By 1929, Chrysler became the third largest car maker in the USA, just behind GM and Ford. From 1936-49 it even overtook Ford to the second place. During WWII, Chrysler's factories were converted into arsenals and responsible for producing M4 Sherman tanks. It continued earning good profit during the Korean War in 1950s.
In order to challenge its rivals, Chrysler followed them to inroduce multiple brands and a cascading pricing policy. Its brands included Plymouth and DeSoto (both created in 1928), Dodge (acquired from Dodge Brothers automobiles in 1928), Imperial (1955) and Valiant (1960). In 1987 it acquired AMC (American Motors Corporation), hence secured the Jeep brand. However, most of these brands were abandoned afterwards as sales declined. By the new millenium, only Chrysler, Dodge and Jeep are left.
1955 Chrysler 300
In the 1950s and 60s, Chrysler was famous for producing a series of performance cars, such as the 300-series with hemi-spherical combustion chamber V8 and the Dodge Charger musclecar. Nevertheless, the musclecar era ended in tragedy when the first energy crisis and Federal emission regulations arrived. Chrysler found itself failed to sell its thirsty large cars and lost its market share to Japenese econo cars. On the other hand, its ambitious expansion plan in Europe came to a failure, too. As a result, by the late 1970s it ran to the edge of bankruptcy.
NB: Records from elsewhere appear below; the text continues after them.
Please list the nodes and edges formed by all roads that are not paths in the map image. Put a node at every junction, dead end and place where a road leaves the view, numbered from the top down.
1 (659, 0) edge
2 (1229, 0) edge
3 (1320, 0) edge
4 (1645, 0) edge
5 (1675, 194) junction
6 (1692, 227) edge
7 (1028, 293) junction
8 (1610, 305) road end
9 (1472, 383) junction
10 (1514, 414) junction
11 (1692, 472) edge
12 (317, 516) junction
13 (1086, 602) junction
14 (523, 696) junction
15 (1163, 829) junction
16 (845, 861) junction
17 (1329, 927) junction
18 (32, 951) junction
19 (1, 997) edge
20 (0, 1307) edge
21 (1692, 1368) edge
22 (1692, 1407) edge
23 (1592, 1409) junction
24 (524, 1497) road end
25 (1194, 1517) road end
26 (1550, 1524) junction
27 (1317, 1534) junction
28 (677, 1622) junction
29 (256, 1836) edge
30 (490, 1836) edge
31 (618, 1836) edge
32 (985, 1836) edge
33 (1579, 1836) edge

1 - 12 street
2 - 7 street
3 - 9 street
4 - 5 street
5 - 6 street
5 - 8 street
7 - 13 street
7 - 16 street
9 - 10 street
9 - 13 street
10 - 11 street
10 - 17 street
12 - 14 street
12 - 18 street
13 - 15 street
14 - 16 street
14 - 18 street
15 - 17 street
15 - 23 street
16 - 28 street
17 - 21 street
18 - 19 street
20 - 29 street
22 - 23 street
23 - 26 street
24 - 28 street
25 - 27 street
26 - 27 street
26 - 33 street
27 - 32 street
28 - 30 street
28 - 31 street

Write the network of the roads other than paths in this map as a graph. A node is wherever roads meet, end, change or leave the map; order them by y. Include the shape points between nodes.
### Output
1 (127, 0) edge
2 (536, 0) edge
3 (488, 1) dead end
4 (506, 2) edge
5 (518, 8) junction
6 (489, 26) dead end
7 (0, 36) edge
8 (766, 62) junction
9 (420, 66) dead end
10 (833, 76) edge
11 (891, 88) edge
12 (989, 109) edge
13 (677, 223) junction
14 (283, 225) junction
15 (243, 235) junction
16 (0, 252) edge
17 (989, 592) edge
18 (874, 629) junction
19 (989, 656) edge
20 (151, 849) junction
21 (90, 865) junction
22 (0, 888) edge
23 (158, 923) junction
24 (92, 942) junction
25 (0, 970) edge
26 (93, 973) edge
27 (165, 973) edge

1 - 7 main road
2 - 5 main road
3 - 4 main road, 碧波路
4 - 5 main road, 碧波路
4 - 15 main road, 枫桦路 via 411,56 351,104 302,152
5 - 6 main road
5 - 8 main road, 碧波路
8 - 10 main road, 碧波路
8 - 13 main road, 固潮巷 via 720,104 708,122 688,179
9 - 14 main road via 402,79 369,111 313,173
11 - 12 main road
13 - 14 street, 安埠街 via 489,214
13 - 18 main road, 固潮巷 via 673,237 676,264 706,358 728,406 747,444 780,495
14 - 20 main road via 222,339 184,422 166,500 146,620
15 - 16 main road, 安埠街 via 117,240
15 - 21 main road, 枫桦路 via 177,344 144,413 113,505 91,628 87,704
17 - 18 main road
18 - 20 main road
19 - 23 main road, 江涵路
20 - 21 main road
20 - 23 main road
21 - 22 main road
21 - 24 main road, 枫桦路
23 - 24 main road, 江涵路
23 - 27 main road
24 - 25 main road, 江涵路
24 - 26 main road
Fortunately, in 1978 the company hired Lee Iacocca from Ford as its new president. He introduced a radical cost reduction program, cutting heads, axing unpopular models and reducing platforms - eventually to only one ! As a result, Chrysler lost weight by 50%. Meanwhile, Iacocca sought a US$1.5 billion loan from the Federal government and used it to develop the one and only one platform - the front-wheel-drive K-cars, which formed the basis of many models. The K-cars were small cars compare with GM and Ford’s models. They helped Chrysler to regain profitability in 1982. Next year, it launched the world's first MPV - Plymouth Voyager and Dodge Caravan - which immediately became a hit.
1982 Chrysler LeBaron - one of the earliest K-cars
When the K-cars were phasing out, Chrysler increasingly relied on its joint-venture with Mitsubishi, Diamond Star, whose cars were basically engineered by the Japanese. However, it still had the luxury to invest into new toys - it acquired 15.6% of Maserati in 1984 and took full control of Lamborghini in 1987, although both were sold off a few years later.
Since the Iacocca era, Chrysler had became an efficient, fast-reacting and creative car maker. It was the first to realise the potential of MPV and SUV, which helped it earning billions of profit before competitors came. Its Neon small car demonstrated creative design and an efficient development process. Engineers and stylists worked under the same roof to achieve a record-breaking development time. Its LH sedans pioneered one of the first "cab-forward" designs. Its Viper revived muscle car era. Prowler and PT Cruiser kickstarted a new wave of retro designs. Chrysler always came at the leading edge of market trend.
1998 Dodge Intrepid (LH-platform)
Things changed in 1998 when it merged with Daimler-Benz to form DaimlerChrysler. Officially the merger was said as a "merger of equals". However, in 2000 most American top executives were replaced with German. By then it was clear that the merger was actually a takeover by Mercedes. Although by production number DaimlerChrysler was the fourth largest car group in the world, it was never benefited by the larger economy of scale, because the cheap cars of Chrysler could not share many parts with the premium cars of Mercedes. On the contrary, the conservative management of the German actually killed the creative culture in Chrysler and resulted in some conservative new vehicles. By the early 2000s, Chrysler ran into another financial crisis. The German decided to pull the plug and sold Chrysler to investment company Cerberus Capital Management in 2007.
The global credit crunch and economic recession in 2008 pulled Chrysler into deeper trouble. In 2009, it surrendered and went into bankruptcy protection. Under the guidance of US Federal government, Chrysler went into the hands of FIAT group. The merged group was renamed to Fiat Chrysler Automobiles (FCA) in 2014.